In the sole assignment of error, appellant argues that the trial court erred by considering an ex parte communication of another party and an expert's report after the conclusion of hearings.

In this case the ex parte communication, a letter to the trial court judge from an employee of BCCSB, was sent during the dispositional phase of a dependency case following a motion for a PPLA. Upon receiving the letter and realizing that it was an ex parte communication, the trial court judge served each of the parties with copies of it. Although a review of the record does not demonstrate that the trial court judge "considered" this letter himself, the trial court judge provided this letter to Dr. Bobbi Hopes, after asking Dr. Hopes to conduct an independent psychiatric evaluation of Daniel. Dr. Hopes recommended that Daniel's placement be transferred. In a judgment entry citing Dr. Hopes' report, the trial court granted the PPLA and allowed BCCSB to change Daniel's current placement.

After issuing its decision, the trial court granted a hearing requested by the GAL, providing her with the opportunity to voice her objections. Instead of taking this opportunity to cross-examine the author of the exparte letter about its contents or to cross-examine Dr. Bobbi Hopes about her evaluation and recommendation to the trial court, the GAL argued that Daniel's privacy rights had been violated. The attorney representing BCCSB assured the trial court that the author of the letter had been reprimanded for sending the letter without serving it to the other parties and understood that she was never to undertake such action again. We find that the trial court's actions were not in violation of Canon 3(B)(7) of the Code of Judicial Conduct,3 where the trial court took steps to remedy any unfair prejudice against Daniel caused by the exparte communication.

A juvenile court has broad discretion in the disposition of a dependent child case. See R.C. 2151.353(A). Unless a juvenile court abuses its discretion, a reviewing court is not warranted in disturbing its judgment. In re Pieper Children (1993), 85 Ohio App.3d 318, 330. After reviewing the trial court transcript and judgment entries, we are satisfied that the trial court did not abuse its discretion in deciding this case. The assignment of error is overruled.

Judgment affirmed.

Pursuant to App.R. 11.1(E), this entry shall not be relied upon as authority and will not be published in any form. A certified copy of this judgment entry shall constitute the mandate pursuant to App.R. 27.

Costs to be taxed in compliance with App.R. 24.

William W. Young, Judge, and Anthony Valen, Judge, concur.

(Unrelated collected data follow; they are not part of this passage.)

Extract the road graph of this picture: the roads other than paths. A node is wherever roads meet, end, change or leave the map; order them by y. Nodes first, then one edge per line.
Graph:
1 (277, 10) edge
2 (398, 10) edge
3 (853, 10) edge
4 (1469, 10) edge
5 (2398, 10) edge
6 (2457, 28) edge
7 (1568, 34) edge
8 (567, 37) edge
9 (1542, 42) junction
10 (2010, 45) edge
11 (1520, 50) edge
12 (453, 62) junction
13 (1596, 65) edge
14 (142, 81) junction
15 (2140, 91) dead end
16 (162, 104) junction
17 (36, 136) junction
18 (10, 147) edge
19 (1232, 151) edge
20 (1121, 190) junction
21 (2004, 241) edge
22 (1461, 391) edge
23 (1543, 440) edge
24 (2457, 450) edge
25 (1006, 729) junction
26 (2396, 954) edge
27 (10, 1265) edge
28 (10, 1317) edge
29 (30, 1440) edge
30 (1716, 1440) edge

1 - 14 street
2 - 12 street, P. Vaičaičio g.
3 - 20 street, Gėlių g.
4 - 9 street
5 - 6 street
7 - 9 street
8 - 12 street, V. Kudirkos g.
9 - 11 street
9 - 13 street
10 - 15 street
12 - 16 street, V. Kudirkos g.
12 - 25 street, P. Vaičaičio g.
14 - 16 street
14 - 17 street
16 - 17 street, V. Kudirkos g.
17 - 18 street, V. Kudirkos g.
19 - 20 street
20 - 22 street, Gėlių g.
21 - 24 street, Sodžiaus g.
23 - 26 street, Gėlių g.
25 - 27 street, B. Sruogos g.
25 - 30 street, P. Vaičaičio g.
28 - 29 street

1 Pursuant to Loc.R. 6(A), we have sua sponte assigned this appeal to the accelerated calendar.

2 William Wilson is also a party to this appeal but did not submit an appellate brief for our review.

3 Canon 3(B)(7) of the Code of Judicial Conduct states, in pertinent part: "A judge shall not initiate, receive, permit, or consider communications made to the judge outside the presence of the parties or their representatives concerning a pending or impending proceeding * * *[.]"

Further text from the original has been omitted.